Among many high-entropy alloy systems, AlCoCrFeNi high-entropy alloy has excellent ductility and high-temperature strength and can be used as a protective coating in a special service environment with broad application prospects. Currently, research on AlCoCrFeNi high-entropy alloys is primarily focused on two areas. On the one hand, is the aim is to study the ratio of the five elements. For example, Vo et al. [28] compared and analyzed the performance differences and causes of the two high-entropy alloys Al_0.8CrFeNi_2.2 and AlCoCrFeNi_2.1; Izadi et al. [29] studied the changes in the tissue structure of Al_xCoCrFeNi high-entropy alloys and their influence on corrosion properties under different Al element content; Sim et al. [30] discussed the influence of Ni element content on the characteristics of AlCoCrFeNi_x high-entropy alloys and compared it with AlCoCrFe medium entropy alloys. On the other hand, the research focuses on adding Cu, Mn, Ti [31], Co [32], carbon nanotubes (CNT) [33], TiB₂ [34], nano TiC [35], Bi₂O₃ [36], WC [37], and other trace components to regulate the microstructure, mechanical characteristics, tribological properties, and corrosion resistance of AlCoCrFeNi high-entropy alloys. However, the optimization of process parameters for laser cladding of AlCoCrFeNi high-entropy alloys is not perfect, and there is an immediate requirement to develop a forecasting model and a multi-objective optimization model for the correlation between the process parameters and the geometrical quality of the coatings as well as the mechanical properties.

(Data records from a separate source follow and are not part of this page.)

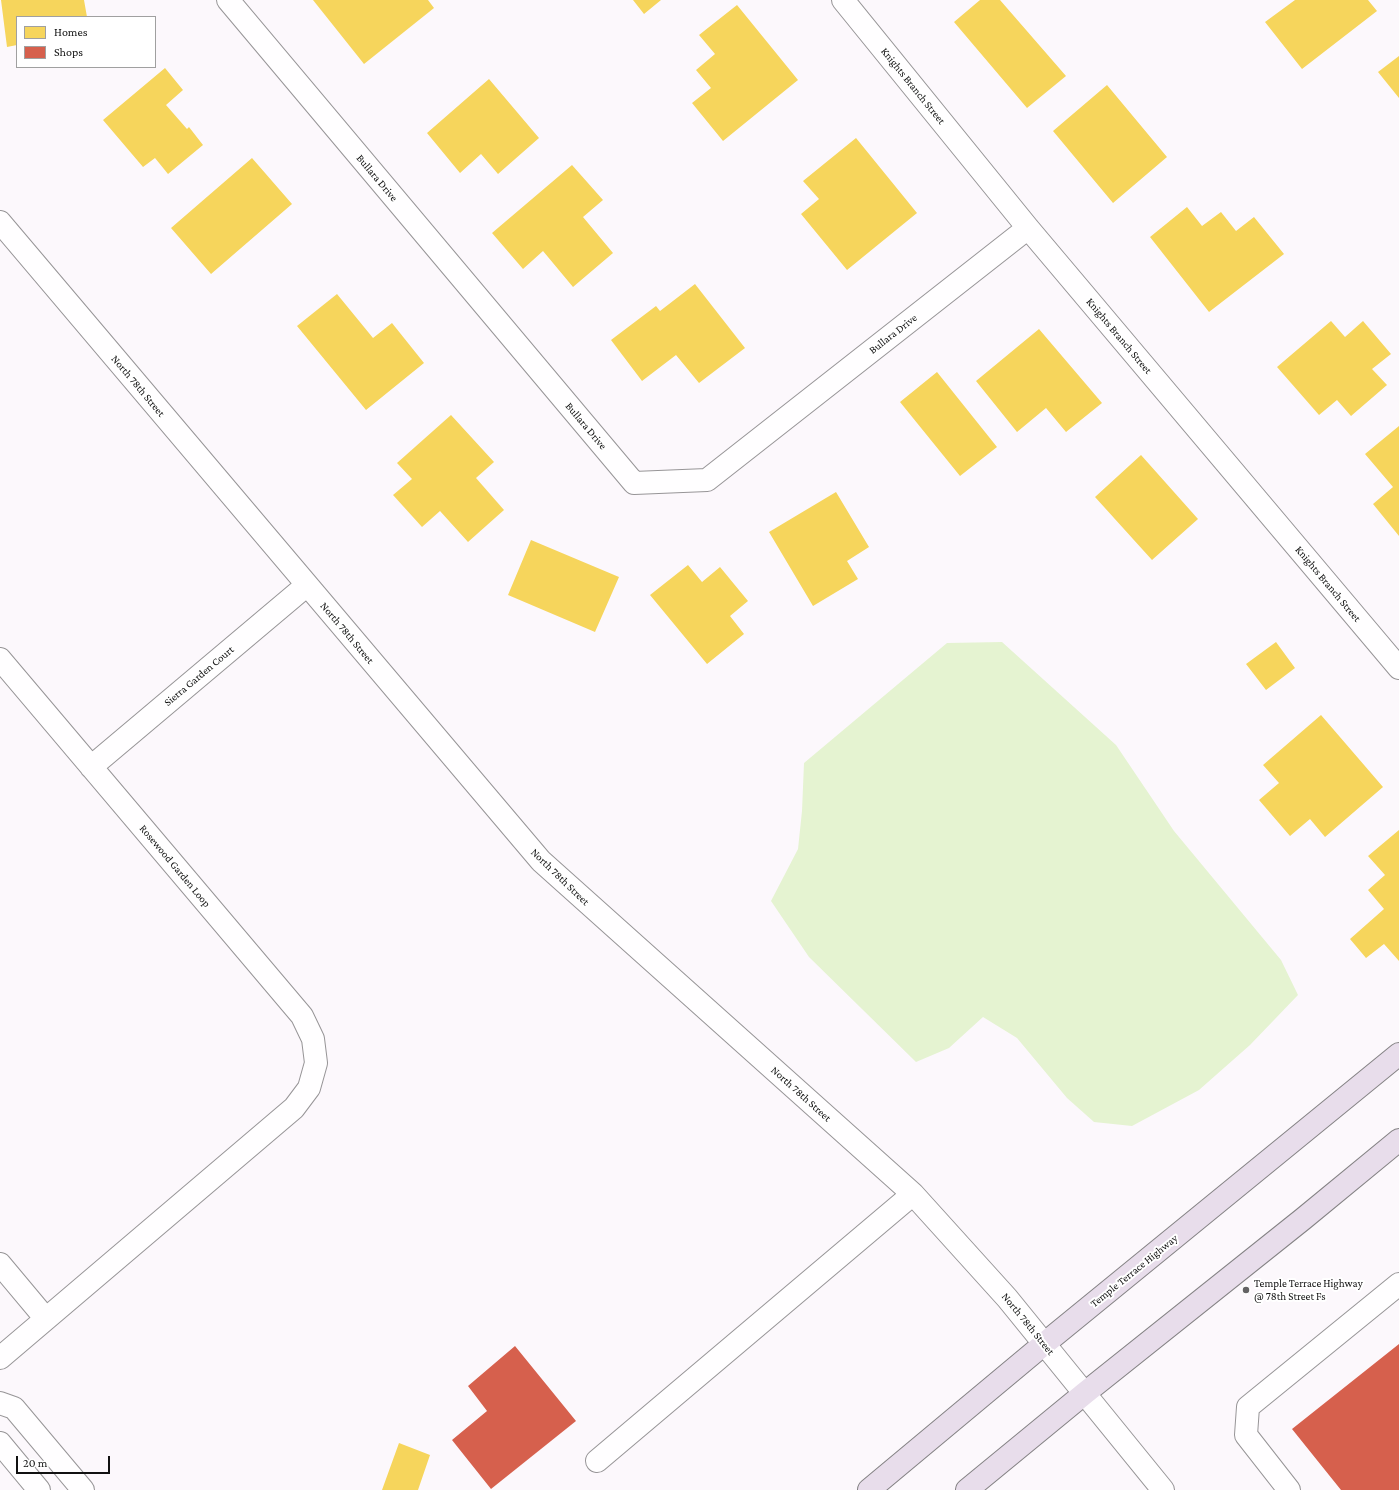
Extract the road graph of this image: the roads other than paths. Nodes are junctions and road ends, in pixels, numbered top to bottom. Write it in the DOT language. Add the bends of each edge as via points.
graph roads {
  1 [pos="228,0"];
  2 [pos="843,0"];
  3 [pos="0,222"];
  4 [pos="1028,228"];
  5 [pos="307,585"];
  6 [pos="0,658"];
  7 [pos="1399,668"];
  8 [pos="91,767"];
  9 [pos="1399,1054"];
  10 [pos="1399,1140"];
  11 [pos="913,1194"];
  12 [pos="0,1264"];
  13 [pos="1399,1284"];
  14 [pos="46,1319"];
  15 [pos="1044,1344"];
  16 [pos="0,1358"];
  17 [pos="1084,1393"];
  18 [pos="0,1403"];
  19 [pos="0,1443"];
  20 [pos="596,1461"];
  21 [pos="39,1490"];
  22 [pos="83,1490"];
  23 [pos="869,1490"];
  24 [pos="967,1490"];
  25 [pos="1163,1490"];
  26 [pos="1289,1490"];
  1 -- 4 [label="street, Bullara Drive" via="634,483 707,480"];
  2 -- 4 [label="street, Knights Branch Street"];
  3 -- 5 [label="street, North 78th Street"];
  4 -- 7 [label="street, Knights Branch Street"];
  5 -- 8 [label="street, Sierra Garden Court"];
  5 -- 11 [label="street, North 78th Street" via="541,861"];
  6 -- 8 [label="street, Rosewood Garden Loop"];
  8 -- 14 [label="street, Rosewood Garden Loop" via="302,1016 313,1038 316,1063 309,1088 294,1108"];
  9 -- 15 [label="main road, Temple Terrace Highway"];
  10 -- 17 [label="main road"];
  11 -- 15 [label="street, North 78th Street" via="1007,1298"];
  11 -- 20 [label="street"];
  12 -- 14 [label="street"];
  13 -- 26 [label="street" via="1248,1407 1246,1435"];
  14 -- 16 [label="street"];
  15 -- 17 [label="street, North 78th Street"];
  15 -- 23 [label="main road, Temple Terrace Highway"];
  17 -- 24 [label="main road"];
  17 -- 25 [label="street, North 78th Street"];
  18 -- 22 [label="street" via="14,1408"];
  19 -- 21 [label="street"];
}
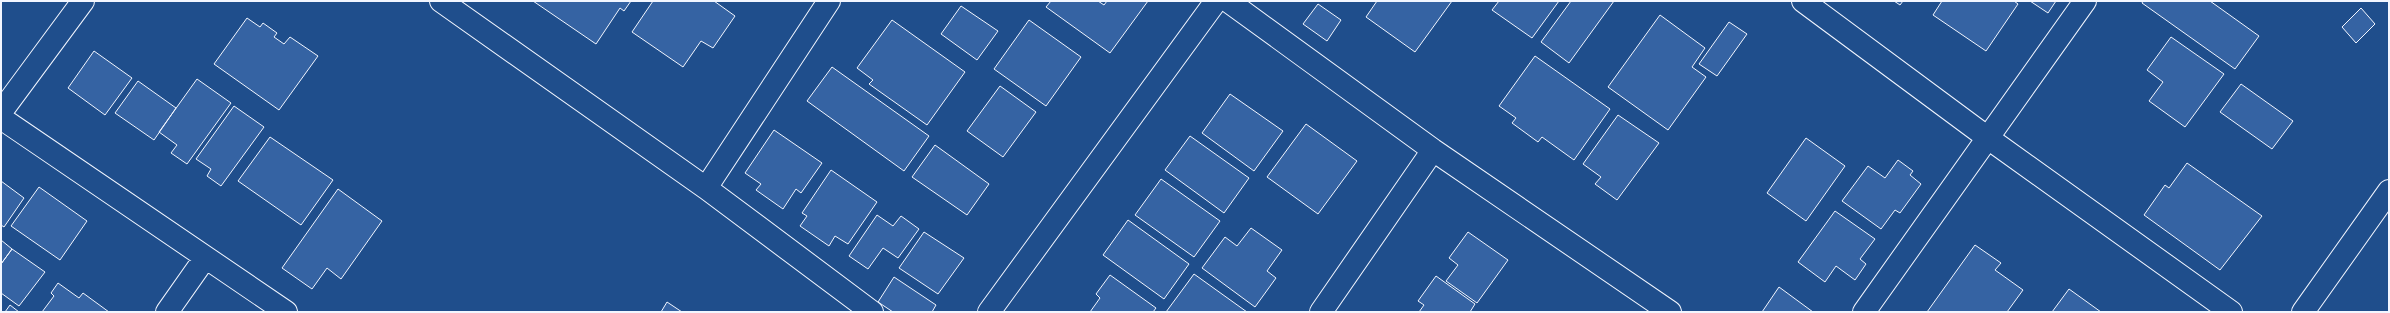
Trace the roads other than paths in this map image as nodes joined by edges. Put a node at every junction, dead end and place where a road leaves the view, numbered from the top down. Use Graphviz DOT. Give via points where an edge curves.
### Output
graph roads {
  1 [pos="83,1"];
  2 [pos="441,1"];
  3 [pos="829,1"];
  4 [pos="1216,1"];
  5 [pos="1228,1"];
  6 [pos="1803,1"];
  7 [pos="2085,1"];
  8 [pos="1,112"];
  9 [pos="1,118"];
  10 [pos="1988,138"];
  11 [pos="1433,150"];
  12 [pos="706,188"];
  13 [pos="2389,191"];
  14 [pos="206,258"];
  15 [pos="167,312"];
  16 [pos="286,312"];
  17 [pos="872,312"];
  18 [pos="989,312"];
  19 [pos="1321,312"];
  20 [pos="1670,312"];
  21 [pos="1864,312"];
  22 [pos="2231,312"];
  23 [pos="2303,312"];
  1 -- 8 [label="street"];
  2 -- 12 [label="street"];
  3 -- 12 [label="street"];
  4 -- 18 [label="street"];
  5 -- 11 [label="street"];
  6 -- 10 [label="street"];
  7 -- 10 [label="street"];
  9 -- 14 [label="street"];
  10 -- 21 [label="street"];
  10 -- 22 [label="street"];
  11 -- 19 [label="street"];
  11 -- 20 [label="street"];
  12 -- 17 [label="street"];
  13 -- 23 [label="street"];
  14 -- 15 [label="street"];
  14 -- 16 [label="street"];
}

The objectives of this study are to investigate the effects of different processing parameters (laser power, scanning speed, and powder feed rate) on the quality of laser cladding AlCoCrFeNi high-entropy alloy coatings (microhardness, dilution rate, and aspect ratio), to develop empirical models correlating these parameters with cladding quality, and to design a multi-objective optimization method for process parameters. This study aims to establish a foundation for the extensive application of laser cladding AlCoCrFeNi high-entropy alloys in surface engineering, additive manufacturing, and remanufacturing, while providing insights relevant to process studies across various materials and additive manufacturing technologies. The research approach adopted in this study involves the following: orthogonal experiments were initially conducted on single-pass laser cladding of AlCoCrFeNi high-entropy alloy to investigate the variations in cladding quality under different laser cladding process parameters. Subsequently, the data from the orthogonal experiments were then analyzed to assess the impact of various process parameters on the cladding quality evaluation indexes using the gray correlation analysis method. Furthermore, a multivariate nonlinear regression model was constructed through polynomial fitting of laser cladding process parameters and various cladding quality evaluation indexes. Based on the aforementioned findings, a multi-objective optimization design of the process parameters was carried out using the NSGA-II algorithm. Finally, a numerical simulation was performed using the finite element model in ANSYS Workbench for a set of the optimized process parameters, followed by an analysis of the variations in the temperature field. Compared to previous studies, the research framework of this paper is more comprehensive, encompassing a broader range of evaluation criteria for clad quality. The employed research methods are more precise and stable, while effectively mitigating the time and economic costs associated with extensive experimentation.

2. Materials and Methods

2.1. Experimental Design

H13 steel is an ideal choice for manufacturing molds and tools under high-strength and high-temperature working conditions due to its excellent thermal, mechanical, and processing properties. It can be undergo surface cladding for enhanced properties before use, or subjected to additive repair after prolonged use. Therefore, we have chosen the widely used H13 steel as the experimental substrate, measuring 60 mm × 60 mm × 10 mm, with its material chemical composition detailed in

Table 1. Chemical composition of H13 steel (mass fraction, wt%).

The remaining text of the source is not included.